Chapter 29

25.1K 1.6K 64
                                    

"Brengsek!" ia mengumpat penuh kekesalan, "apa yang kau lakukan?! Kau membunuh seseorang dan bahkan kau hampir melukai Harry! Sial, kemana otakmu saat kau melakukan itu, hah?!"

Sementara yang terkena semprotan dari gadis berambut pirang ini hanya bisa terdiam terpekur tanpa berkutik. Kejadian itu masih membekas di benaknya, kejadian itu selalu bertahan disana tanpa pernah pergi, membuat sang pelaku dibelenggu rasa ketakutan yang luar biasa. Ia masih ingat bagaimana darah itu memuncrat seperti kran air yang dibuka, ia masih ingat bunyi mengerikan saat benda besi itu mengoyak bagian dadanya, ia masih ingat bagaimana deruan napas yang tersenggal-senggal sebelum menjadi teratur pada akhirnya.

Erlangga memejamkan matanya, dadanya masih terhimpit oleh sesuatu yang janggal, membuatnya sesak. Memang ini bukan pertama kalinya Erlangga melakukan aksi seperti itu, jauh dari kejadian semalam--Erlangga juga pernah membunuh seseorang meski bukan dari tangannya sendiri, membunuh Ibu tiri Kelvin.

Tapi tetap saja, melakukannya sendiri ternyata membuat mentalnya sedikit berguncang. Ia limbung sendiri di dalam lingkaran yang ia rangkai. Dendam. Semua ini karena dendam. Ia membunuh Ibu tiri saudaranya sendiri atas dendam, dan sekarang ia melukai saudaranya sendiri karena dendam.

Sungguh hidup lelaki itu dibaluti dendam yang membutakannya.

"Kau bodoh!" sentakan dari Clarie menghantam Erlangga ke dunia nyata. Rahangnya mengeras, suara Clarie yang nyaris meleking serta menyudutkannya itu membuat mentalnya semakin ambruk.

Tidak bisakah gadis itu tidak berkomentar dan diam?!

"Harry cidera, asal kau tahu," kata Clarie, "dan itu semua karena kau! Kau yang terlalu payah dalam mengambil keputusan! Dan karena keputusan bodohmu itu Harry semakin dekat dengan Jenna. See? Bagaimana dengan nasibku, ha?!"

BRAKK!!

Clarie terlonjak kala secara tiba-tiba Erlangga menggebrak meja makannya, membuat beberapa piring bergeser dari tempat semulanya. Mata Erlangga memerah, memantulkan sekaligus menyimpan bara api di kedalamannya. Urat-urat ditangannya menyembul keluar dan terlihat mengeras di dalam sana. Clarie meneguk ludahnya dengan getir.

"BISAKAH KAU DIAM, HA?!" bentaknya penuh kemarahan, "ucapanmu sama sekali tidak membantuku! Aku kesini untuk mencari ketenangan bukan malah semakin merasa tersudutkan karena ucapanmu!"

Dada Erlangga bergetar. Dan Clarie bisa melihat itu. Clarie lagi-lagi menelan ludahnya bersusah payah, lalu kakinya maju selangkah lebih mendekat pada Erlangga.

"Kau menyesal? Kalau kau sudah tahu akhirnya seperti ini, kenapa kau malah melancarkan aksimu itu, ha?"
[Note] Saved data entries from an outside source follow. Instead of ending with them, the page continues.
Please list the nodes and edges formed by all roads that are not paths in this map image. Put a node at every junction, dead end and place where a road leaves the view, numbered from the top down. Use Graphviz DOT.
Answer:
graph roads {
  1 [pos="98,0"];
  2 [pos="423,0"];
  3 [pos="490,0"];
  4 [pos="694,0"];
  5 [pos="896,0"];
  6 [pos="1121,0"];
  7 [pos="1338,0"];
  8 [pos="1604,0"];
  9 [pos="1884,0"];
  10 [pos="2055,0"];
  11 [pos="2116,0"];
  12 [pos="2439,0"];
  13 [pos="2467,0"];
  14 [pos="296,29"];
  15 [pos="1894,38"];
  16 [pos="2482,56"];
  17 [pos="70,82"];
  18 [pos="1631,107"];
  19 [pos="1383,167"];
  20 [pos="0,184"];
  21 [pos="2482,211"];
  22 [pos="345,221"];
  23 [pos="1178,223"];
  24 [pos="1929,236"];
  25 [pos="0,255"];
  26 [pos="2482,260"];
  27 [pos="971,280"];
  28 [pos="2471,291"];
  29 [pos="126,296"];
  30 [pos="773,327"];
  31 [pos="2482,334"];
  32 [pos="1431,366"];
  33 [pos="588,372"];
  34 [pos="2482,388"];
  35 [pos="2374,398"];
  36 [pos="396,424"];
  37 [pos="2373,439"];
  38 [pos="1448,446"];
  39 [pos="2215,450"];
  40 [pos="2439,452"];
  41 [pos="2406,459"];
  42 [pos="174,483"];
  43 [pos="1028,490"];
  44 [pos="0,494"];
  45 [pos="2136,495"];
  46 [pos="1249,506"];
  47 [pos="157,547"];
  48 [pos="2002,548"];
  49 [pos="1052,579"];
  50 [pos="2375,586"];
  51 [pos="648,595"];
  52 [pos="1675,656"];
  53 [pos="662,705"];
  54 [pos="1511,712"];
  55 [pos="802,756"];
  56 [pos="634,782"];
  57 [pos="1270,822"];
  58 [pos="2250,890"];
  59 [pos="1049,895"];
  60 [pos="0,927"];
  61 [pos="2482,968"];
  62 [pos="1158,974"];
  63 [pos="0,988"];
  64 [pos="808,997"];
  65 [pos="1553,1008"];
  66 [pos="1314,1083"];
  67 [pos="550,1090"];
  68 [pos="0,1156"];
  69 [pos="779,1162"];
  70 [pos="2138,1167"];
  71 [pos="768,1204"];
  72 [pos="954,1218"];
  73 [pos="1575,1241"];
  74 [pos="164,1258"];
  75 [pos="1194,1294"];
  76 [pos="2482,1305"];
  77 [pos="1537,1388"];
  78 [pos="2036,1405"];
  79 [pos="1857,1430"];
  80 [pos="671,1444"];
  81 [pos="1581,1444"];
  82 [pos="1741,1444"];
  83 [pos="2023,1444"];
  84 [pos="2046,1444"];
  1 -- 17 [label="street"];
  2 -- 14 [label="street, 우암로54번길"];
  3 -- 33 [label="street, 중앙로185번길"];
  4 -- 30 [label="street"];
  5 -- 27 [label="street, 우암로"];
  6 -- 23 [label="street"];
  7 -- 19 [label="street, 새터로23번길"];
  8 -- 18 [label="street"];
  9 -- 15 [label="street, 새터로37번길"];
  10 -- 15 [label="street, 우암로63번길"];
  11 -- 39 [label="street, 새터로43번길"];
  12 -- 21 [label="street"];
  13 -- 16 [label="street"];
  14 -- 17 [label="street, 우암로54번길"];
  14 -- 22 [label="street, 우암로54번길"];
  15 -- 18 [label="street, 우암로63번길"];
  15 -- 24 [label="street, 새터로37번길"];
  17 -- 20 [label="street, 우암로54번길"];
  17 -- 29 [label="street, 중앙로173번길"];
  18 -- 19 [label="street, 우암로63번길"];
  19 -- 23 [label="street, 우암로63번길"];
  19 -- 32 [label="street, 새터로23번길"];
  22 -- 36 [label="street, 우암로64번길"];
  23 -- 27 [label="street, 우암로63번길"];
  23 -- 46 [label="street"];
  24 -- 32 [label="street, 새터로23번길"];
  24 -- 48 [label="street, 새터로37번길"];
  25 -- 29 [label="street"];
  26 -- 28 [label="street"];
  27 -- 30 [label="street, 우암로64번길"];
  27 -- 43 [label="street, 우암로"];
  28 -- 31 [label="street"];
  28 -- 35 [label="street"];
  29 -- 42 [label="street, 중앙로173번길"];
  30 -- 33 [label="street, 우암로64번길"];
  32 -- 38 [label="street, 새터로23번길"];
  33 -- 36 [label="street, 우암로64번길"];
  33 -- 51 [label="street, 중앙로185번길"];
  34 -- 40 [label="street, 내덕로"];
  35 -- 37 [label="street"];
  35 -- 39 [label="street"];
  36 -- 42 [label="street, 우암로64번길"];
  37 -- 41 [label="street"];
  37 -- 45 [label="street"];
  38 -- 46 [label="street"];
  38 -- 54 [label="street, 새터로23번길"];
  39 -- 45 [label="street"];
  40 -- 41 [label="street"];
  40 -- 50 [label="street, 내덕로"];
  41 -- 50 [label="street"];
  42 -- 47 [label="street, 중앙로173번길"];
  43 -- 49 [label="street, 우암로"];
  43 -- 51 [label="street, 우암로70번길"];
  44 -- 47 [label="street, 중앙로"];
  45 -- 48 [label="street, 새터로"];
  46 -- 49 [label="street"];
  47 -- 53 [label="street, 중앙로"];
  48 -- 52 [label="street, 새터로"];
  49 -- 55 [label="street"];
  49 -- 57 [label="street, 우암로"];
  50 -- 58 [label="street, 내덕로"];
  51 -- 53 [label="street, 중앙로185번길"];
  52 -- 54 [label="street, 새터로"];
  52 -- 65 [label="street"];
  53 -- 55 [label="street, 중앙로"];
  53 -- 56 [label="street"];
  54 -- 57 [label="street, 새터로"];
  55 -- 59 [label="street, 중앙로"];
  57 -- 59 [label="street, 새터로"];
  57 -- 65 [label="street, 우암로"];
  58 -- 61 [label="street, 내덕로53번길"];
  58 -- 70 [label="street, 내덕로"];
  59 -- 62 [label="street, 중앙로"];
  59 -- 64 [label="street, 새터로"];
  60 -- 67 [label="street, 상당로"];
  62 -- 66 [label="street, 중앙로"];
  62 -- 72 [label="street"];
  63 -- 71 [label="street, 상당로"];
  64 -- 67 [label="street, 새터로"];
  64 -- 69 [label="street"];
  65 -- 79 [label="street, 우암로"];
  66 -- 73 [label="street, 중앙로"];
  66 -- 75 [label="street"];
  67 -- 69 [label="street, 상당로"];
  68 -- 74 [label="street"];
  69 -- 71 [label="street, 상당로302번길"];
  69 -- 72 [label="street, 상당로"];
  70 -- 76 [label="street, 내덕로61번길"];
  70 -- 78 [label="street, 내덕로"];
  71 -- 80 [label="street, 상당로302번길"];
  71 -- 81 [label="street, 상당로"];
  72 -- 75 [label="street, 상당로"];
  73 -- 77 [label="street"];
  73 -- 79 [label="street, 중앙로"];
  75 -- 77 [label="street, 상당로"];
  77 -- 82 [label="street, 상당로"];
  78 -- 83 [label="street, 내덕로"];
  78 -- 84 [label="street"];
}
"Aku tidak menyesal!" bantahnya tidak terima, ia menatap gadis berambut pirang itu dengan nyalang. Sedari tadi gadis ini terus-menerus memojokkannya, menyalahkan dan menghakimi kejahatan yang ia lakukan. Erlangga menggeram, andai saja kejahatannya berhasil pasti Clarie akan memujinya karena ia berhasil mengenyahkan Jenna. Tapi ketika dia gagal dan semuanya berbalik? Clarie menghinanya.

Sial!

Clarie mengibaskan tangannya ke udara, "Sudahlah. Aku mau ke rumah sakit, ingin bertemu dengan Harry."

Darah Erlangga seketika mendidih. Mendengar nama pemuda paling ia benci itu keluar dari mulut gadis yang ia sayangi. Erlangga menahan pergelangan tangan Clarie, mencekatnya dengan kuat sehingga Clarie sedikit meringis.

"Apa-apaan kau?"

"Kau...," Erlangga semakin mencengkram pergelangaan tangan itu, "munafik! Bukankah kau yang dulu berniat ingin melepaskan Harry? Sampai-sampai kau memintaku menjadi kekasih kepura-puraanmu. Dan kau juga yang meminta Jenna untuk mengejar Harry, lantas saat Jenna sudah mengejar Harry kenapa kau malah kepanasan seperti ini?"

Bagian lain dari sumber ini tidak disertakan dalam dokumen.